Blogposts

Blog

Geplaatst op donderdag 21 oktober 2021 @ 02:25 door Travelboy , 469 keer bekeken

 Nu worden transgender vluchtelingen in de asielprocedure nog op één hoop gegooid met homoseksuele asielzoekers, maar dat moet anders, volgens een recent onderzoek. „Het ‘homokader’ past niet zo goed op de ervaringen die trans mensen hebben gehad.”

 

Alejandra Ortiz: „De meerderheid van de trans latina’s komt niet mee in de samenleving.”Alejandra Ortiz: „De meerderheid van de trans latina’s komt niet mee in de samenleving.”

 

„Ik was in groot gevaar”, zegt Alejandra Ortiz (38). Op haar werk in een callcentrum in Mexico vreesde ze het geweld van haar macho collega’s als ze erachter zouden komen dat ze transgender is. Ze zag hoe haar homoseksuele collega’s gepest werden, bijvoorbeeld door ze te laten struikelen. Na de moord op transgender activist Agnés Torres Hernández, in 2012 in Puebla, Mexico, werd Ortiz depressief. Ze kwam erachter dat een van haar vrienden een transgender sekswerker had vermoord omdat zij hem ‘misleid’ zou hebben. „Ik dacht alleen nog maar aan hoe ik ergens in een vuilnisbak teruggevonden zou worden.”

 

Nu loopt Ortiz in de herfstzon langs een Amsterdamse gracht, in donkerblauwe jeans en rode coltrui.
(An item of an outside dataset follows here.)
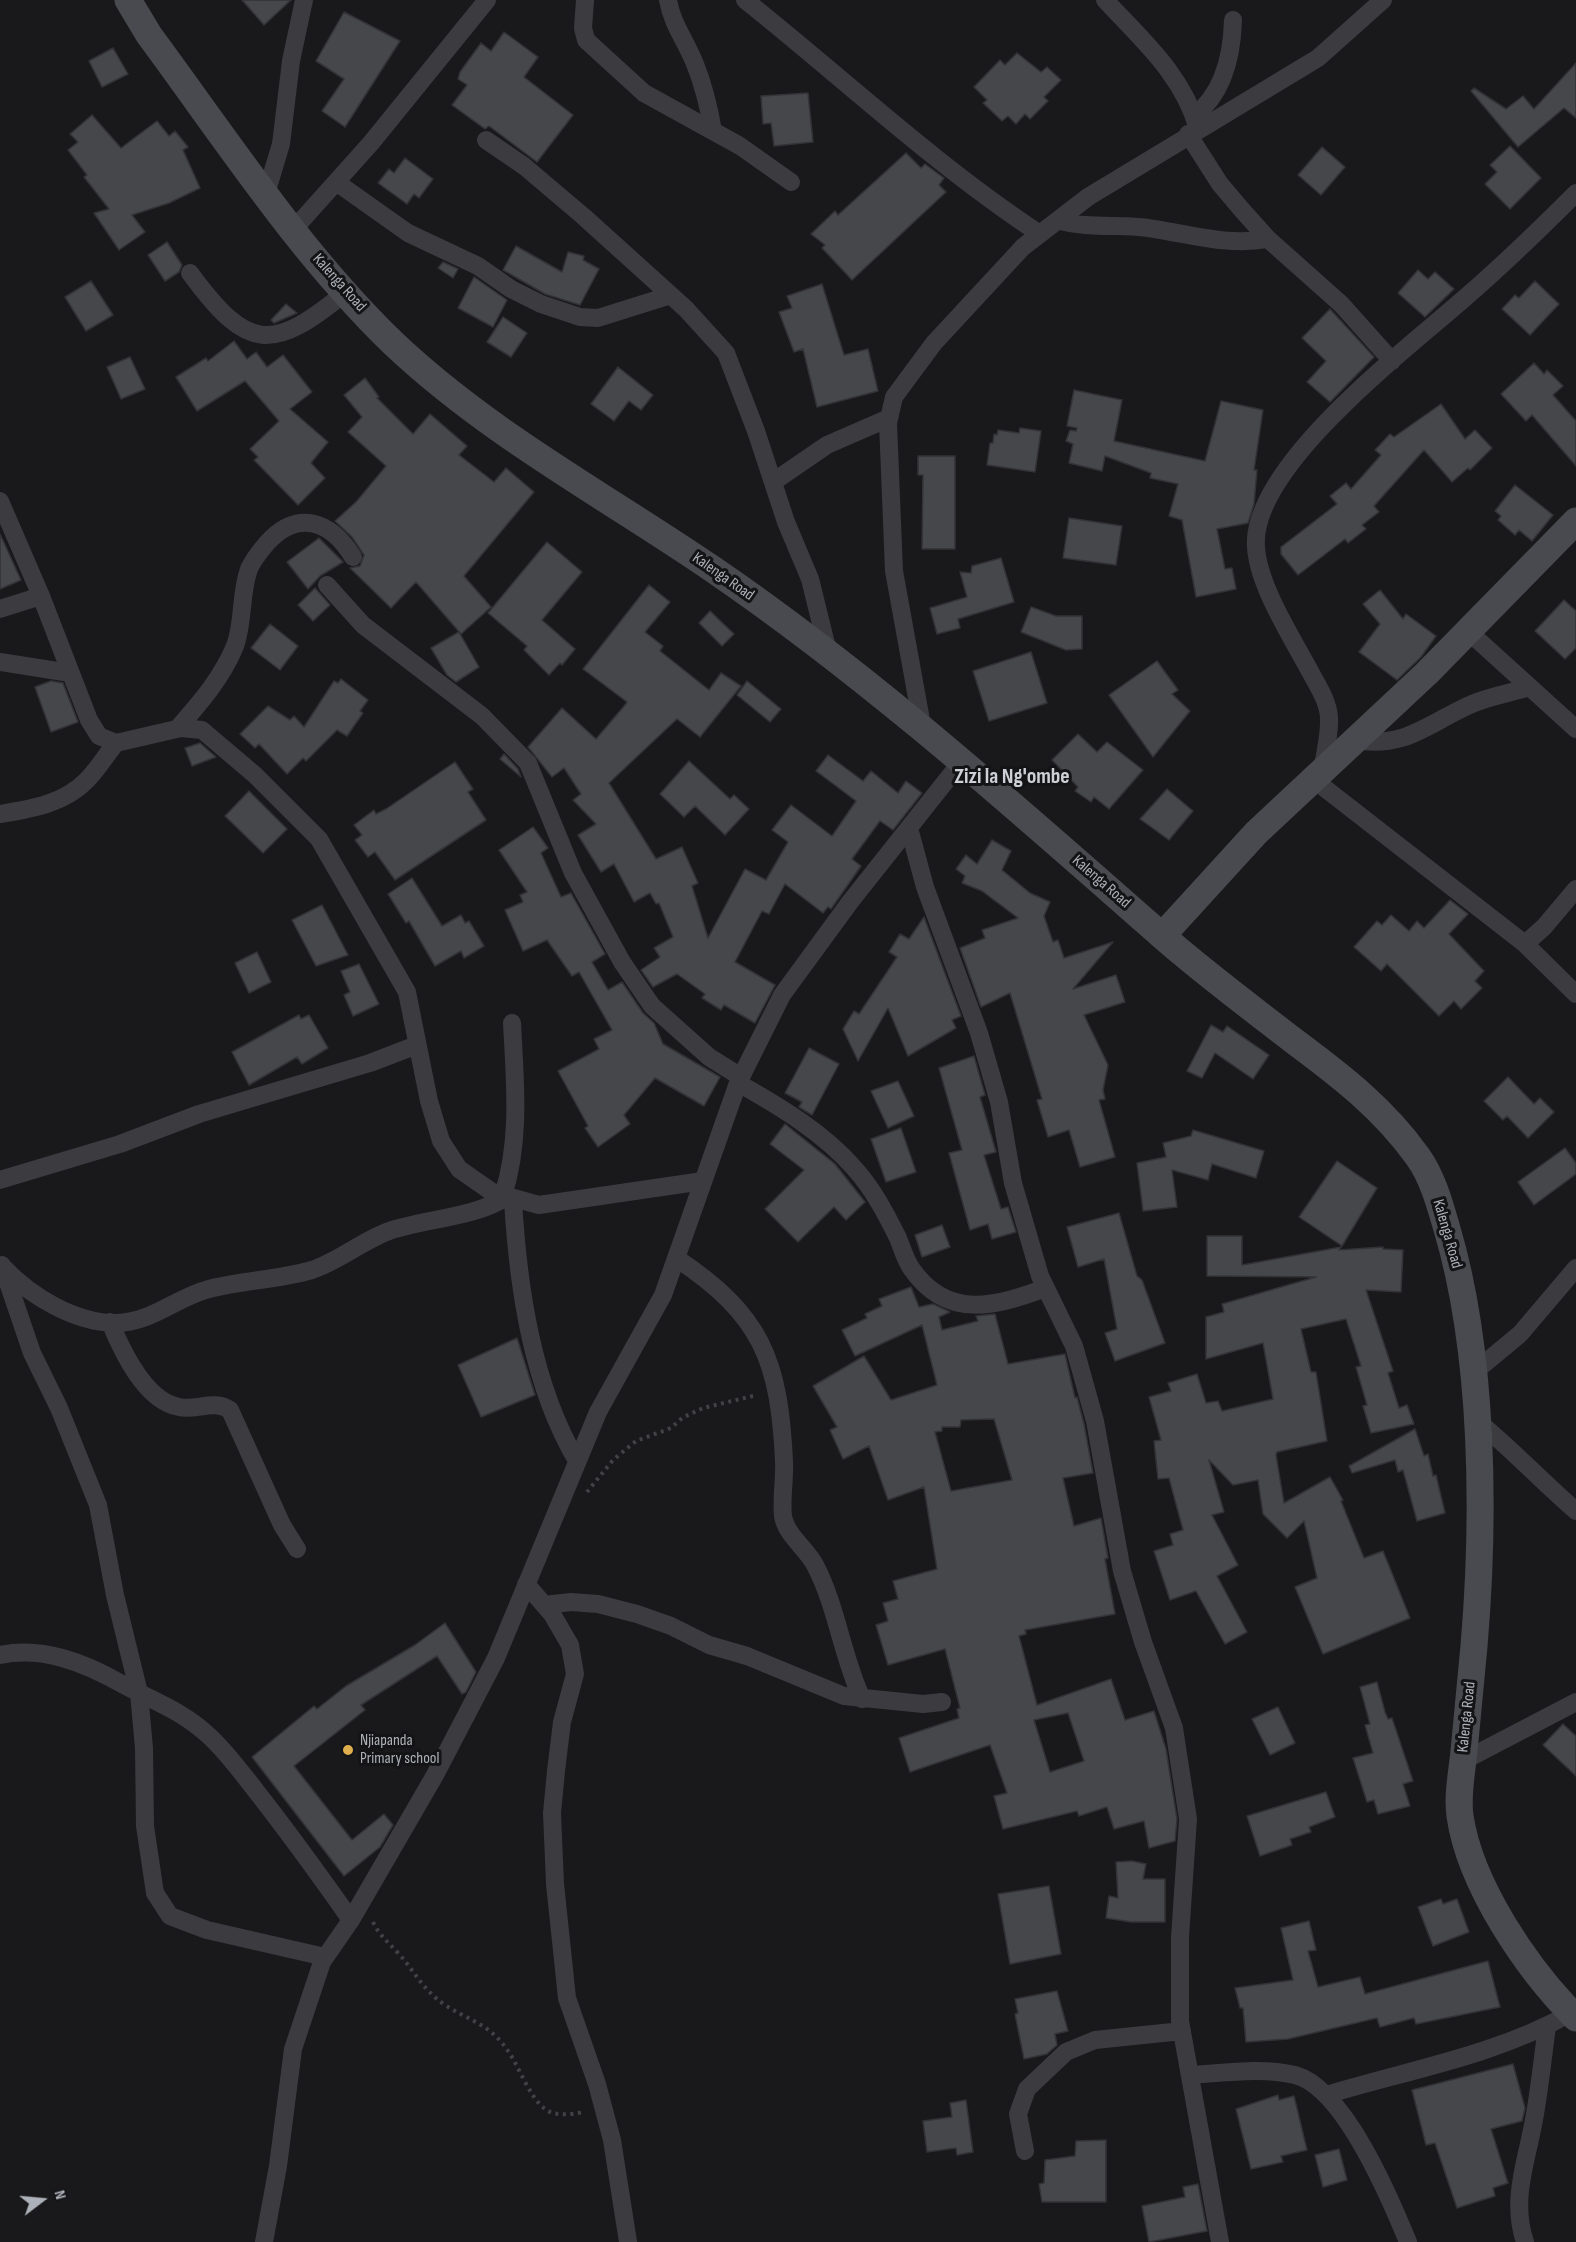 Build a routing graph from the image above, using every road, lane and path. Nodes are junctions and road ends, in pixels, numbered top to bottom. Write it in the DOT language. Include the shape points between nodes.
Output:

Ze zit voor de tweede keer in de asielprocedure. In 2015 kwam ze naar Nederland, in 2018 werd haar asielaanvraag afgewezen.

 

Armoede en haar genderidentiteit weerhielden haar ervan in Mexico school af te maken. Nu is ze mede-onderzoeker van een rapport over de behandeling van trans vrouwen in de Nederlandse asielprocedure, dat vrijdag in de Universiteit van Amsterdam werd gepresenteerd. Transcript from the margins is een onderzoek naar de ervaringen van transgender latina’s in de asielprocedure, waarvoor acht van deze vrouwen zijn bevraagd en literatuuronderzoek is gedaan. „Als wijzelf niet transgender waren, was dit onderzoek heel moeilijk geweest. We zijn immers experts”, zegt hoofdonderzoeker Willemijn van Kempen. Binnen de doelgroep bestaat „heel veel wantrouwen”, licht ze verder toe. „Zodra je met een onderzoeksvraag komt, zijn ze bang dat je van de IND bent.”

 

De onderzoekers schatten dat jaarlijks zo’n 50 tot 75 trans personen asiel aanvragen in Nederland, onder wie een onbekend aantal uit Latijns-Amerika en het Caribisch gebied. De Immigratie- en Naturalisatiedienst (IND) beoordeelt per aanvraag of iemand recht heeft op internationale bescherming. Daarvoor baseert de dienst, die onder het ministerie van Justitie en Veiligheid valt, zich onder andere op de ambtsberichten over het land van herkomst die het ministerie van Buitenlandse Zaken afgeeft. Daarin staat vaak een passage over ‘lhbti’, maar is weinig aandacht voor de positie van transgender personen specifiek. Alleen voor Venezuela worden zij expliciet aangemerkt als risicogroep.

 

De onderzoekers pleiten voor een ‘trans-specifieke’ behandeling voor deze groep vluchtelingen. Op dit moment hanteert de IND, die het asielbeleid uitvoert, één werkinstructie voor de beoordeling van aanvragen van alle lhbti’ers.

 

 

Het idee dat alle lhbti’ers vergelijkbaar zijn is „een illusie”, zegt onderzoeker Van Kempen. Voor landen waar op homoseksualiteit zware straffen staan, zoals Jamaica en Irak, maakt het minder uit dat alle lhbti door de IND op dezelfde manier benaderd worden want bij die landen hebben ook trans personen redelijke kans erkend te worden als vluchteling. Maar in sommige van de Zuid-Amerikaanse en Caribische landen waar het onderzoek zich op richt, worden lhbti’ers weliswaar niet gecriminaliseerd, maar blijven de transgenderrechten achter – soms met dodelijke gevolgen.

 

Willemijn van Kempen: „Als wijzelf niet transgender waren, was dit onderzoek heel moeilijk geweest.”


Buiten de samenleving

 

De gemiddelde levensverwachting van trans personen in Latijns-Amerika en het Caribisch gebied is slechts 35 tot 40 jaar. Trans personen zijn voor een menswaardig bestaan afhankelijk van expliciete wetgeving en goede, beschikbare gezondheidszorg. Is het in het land van herkomst mogelijk je genderidentiteit erkend te krijgen in je paspoort, zodat je aanspraak kunt maken op bijvoorbeeld stemrecht? Is het mogelijk een bestaan op de bouwen en onderdeel te zijn van de samenleving? Voor deze vragen zou volgens de onderzoekers aandacht moeten zijn in de asielprocedure.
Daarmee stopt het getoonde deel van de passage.